O processo produtivo do vinho envolve dois fatores principais; o primeiro é o Terroir, que são as condições naturais de plantio da uva; como as condições climáticas da região, os tipos de solo e a cultura local. Como bem escreveu Jorge Tonietto, em texto publicado no Jornal Bon Vivant de 15/05/2007, “Se eu não tivesse morado na França, escrever sobre terroir seria certamente mais fácil: eu teria menor consciência da complexidade do termo”. Ou seja, tudo, mas tudo mesmo, que envolve as condições naturais onde se encontram as parreiras, estão associadas ao Terroir. E na maioria dos casos estas condições são inerentes a ação do homem. O outro fator é a Vinificação, que nada mais é que a transformação da uva em vinho. Parece simples, mas a ação do enólogo é fundamental, pois é ele quem decide que tipos de uva serão utilizadas, como será o corte do vinho, quanto tempo ficará nos barris de carvalho, e se vão ficar, dentre outras importantes decisões. Assim, podemos ver que o líquido dentro das garrafas de vinho é reflexo de ações da natureza e das decisões do homem. Terroir x Vinificação.

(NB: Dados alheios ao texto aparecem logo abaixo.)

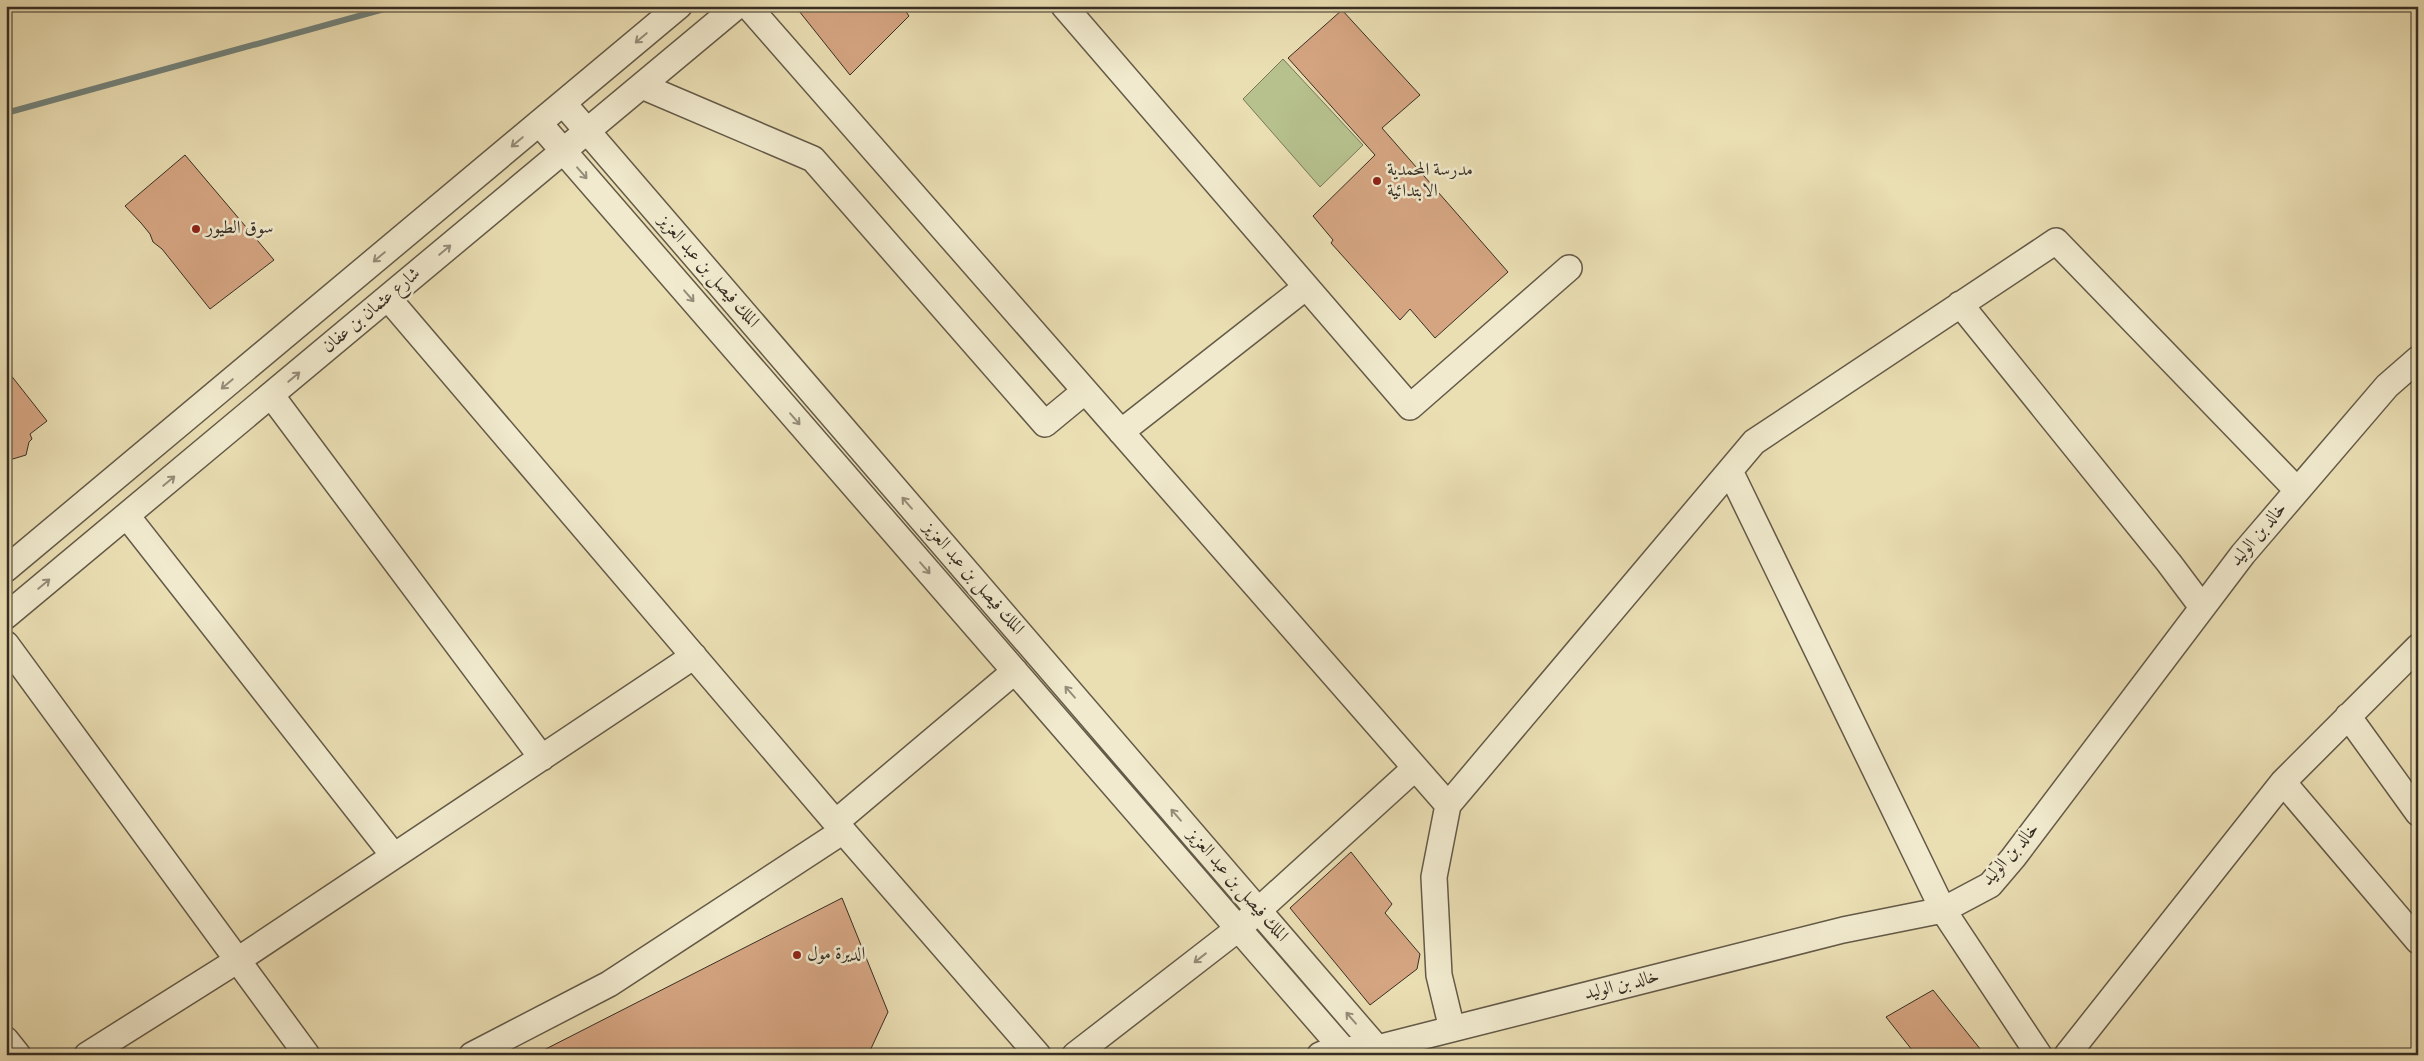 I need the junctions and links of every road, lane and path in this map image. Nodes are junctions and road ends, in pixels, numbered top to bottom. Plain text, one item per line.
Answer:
1 (679, 6) edge
2 (737, 6) edge
3 (748, 6) edge
4 (1064, 6) edge
5 (642, 86) junction
6 (563, 103) junction
7 (539, 124) junction
8 (587, 132) junction
9 (563, 152) junction
10 (1569, 268) dead end
11 (1306, 287) junction
12 (388, 298) junction
13 (1960, 304) junction
14 (2418, 359) edge
15 (1085, 390) junction
16 (271, 395) junction
17 (1121, 432) junction
18 (1730, 471) junction
19 (2297, 490) junction
20 (127, 516) junction
21 (6, 569) edge
22 (2202, 607) junction
23 (6, 616) edge
24 (6, 644) edge
25 (2418, 647) edge
26 (694, 656) junction
27 (1015, 671) junction
28 (2348, 716) junction
29 (542, 758) junction
30 (1415, 768) junction
31 (2283, 782) junction
32 (1448, 805) junction
33 (2418, 813) edge
34 (839, 826) junction
35 (394, 856) junction
36 (1258, 910) junction
37 (1943, 910) junction
38 (1239, 928) junction
39 (2418, 941) edge
40 (238, 960) junction
41 (1452, 1029) junction
42 (6, 1040) edge
43 (1346, 1052) edge
44 (1377, 1053) edge
45 (18, 1055) edge
46 (87, 1055) edge
47 (307, 1055) edge
48 (472, 1055) edge
49 (1038, 1055) edge
50 (1075, 1055) edge
51 (1320, 1055) edge
52 (2039, 1055) edge
53 (2067, 1055) edge

1 -> 6 street, شارع عثمان بن عفان
2 - 5 street, شارع عثمان بن عفان
3 - 15 street
4 - 11 street
5 - 8 street, شارع عثمان بن عفان
5 - 15 street
6 - 7 street, شارع عثمان بن عفان
6 - 8 street, الملك فيصل بن عبد العزيز
7 - 9 street, الملك فيصل بن عبد العزيز
7 -> 21 street, شارع عثمان بن عفان
8 - 9 street, شارع عثمان بن عفان
36 -> 8 street, الملك فيصل بن عبد العزيز
12 -> 9 street, شارع عثمان بن عفان
9 -> 27 street, الملك فيصل بن عبد العزيز
10 - 11 street
11 - 17 street
16 -> 12 street, شارع عثمان بن عفان
12 - 26 street
13 - 18 street
13 - 19 street
13 - 22 street
14 - 19 street, خالد بن الوليد
15 - 17 street
20 -> 16 street, شارع عثمان بن عفان
16 - 29 street
17 - 30 street
18 - 32 street
18 - 37 street
19 - 22 street, خالد بن الوليد
23 -> 20 street, شارع عثمان بن عفان
20 - 35 street
22 - 37 street, خالد بن الوليد
24 - 40 street
25 - 28 street
26 - 29 street
26 - 34 street
27 - 34 street
27 - 38 street, الملك فيصل بن عبد العزيز
28 - 31 street
28 - 33 street
29 - 35 street
30 - 32 street
30 - 36 street
31 - 39 street
31 - 53 street
32 - 41 street
34 - 48 street
34 - 49 street
35 - 40 street
36 - 38 street
44 -> 36 street, الملك فيصل بن عبد العزيز
37 - 41 street, خالد بن الوليد
37 - 52 street
38 - 43 street, الملك فيصل بن عبد العزيز
38 -> 50 street
40 - 46 street
40 - 47 street
41 - 44 street, خالد بن الوليد
42 - 45 street
43 - 44 street, خالد بن الوليد
43 - 51 street, خالد بن الوليد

Porém, antagonicamente, o vinho é bem mais complexo do que sua constituição física. Sua qualidade não é medida apenas pelo que está inserido na garrafa, mas é muito mais influenciada pelo que está em volta dela.

Lembro, que um pouco antes de minha esposa completar 30 anos, há muito pouco tempo portanto (ganho aqui alguns pontos em casa…), fizemos uma viagem maravilhosa por Portugal, visitando restaurantes, vinícolas, hotéis e pontos turísticos marcantes, como a serra da estrela, Óbidos, Évora, entre tantos outros locais especiais. Em um de nossos jantares, estávamos no Restaurante do Hotel Quinta das Lágrimas, em Coimbra, quando acompanhado de um cordeiro assado, tomamos um vinho indicado pelo sommelier da casa. Depois do jantar o proprietário nos levou para conhecer o seu hotel e mostrar as reformas que estava fazendo. O local era realmente mágico. Depois deste jantar, minha esposa disse: “gostaria de levar este vinho para tomar no meu próximo aniversario”.

Na época concordei com ela, mas fiquei estranhamente desconfiado. No dia de seu aniversario, estávamos com diversos amigos em nosso apartamento, e no meio da noite fui à adega e peguei uma das garrafas que tinha trazido para tomar nesta data tão especial. A decepção foi enorme, um pouco de minha parte, mas principalmente da parte dela, que tinha a verdadeira impressão de estar tomando outro vinho! Desde então, passei a levar em consideração estes fatores “extra-campo”, quando lembro dos vinhos degustados.

Inclusive, em degustações profissionais de vinho, as condições externas devem ser exatamente iguais para todos os vinhos, nem os rótulos devem ser visualizados, para não influenciar na avaliação dos jurados. Isso é a prova de que até os maiores profissionais do ramo, mesmo que de forma implícita, também levam os fatores externos em consideração. Agora as regras tradicionais também são importantes, muitos podem achar “frescura”, mas ações como meter o nariz dentro da taça, girar o copo e “bochechar” o vinho antes de engolir são fundamentais para conseguir uma análise de todas as qualidades do vinho. Só não aconselho, este metier num primeiro encontro com sua nova namorada…!!!

Fica combinado então, que todas as características orgânicas do vinho são fundamentais, ou seja, todo seu processo produtivo envolvendo os fatores da natureza e a vinificação são imprescindíveis para elaboração de um bom vinho. Nenhum vinho medíocre vai se transformar num grande vinho, se você estiver tomando num momento especial. Mas posso assegurar, que vinhos degustados com pessoas queridas, na temperatura certa, em ambientes alegres, são alçados a patamares de qualidade, que elevam, e muito, a impressão sobre o mesmo. Uma das frases mais verdadeiras que escutei/li nos últimos anos, foi em um filme chamado Na Natureza Selvagem (Into the Wild), quando o personagem principal ao final do filme, depois de 2 anos longe de sua família e da civilização, escreve em seu diário “A felicidade só é real, quando compartilhada”.

Então, hoje à noite, coloque uma boa música na vitrola, convide seus amigos, vá até sua adega e abra aquela garrafa que você estava guardando para tomar sozinho. Você vai tomar um pouco menos do seu vinho, mas garanto que ele terá um sabor bem mais especial!!!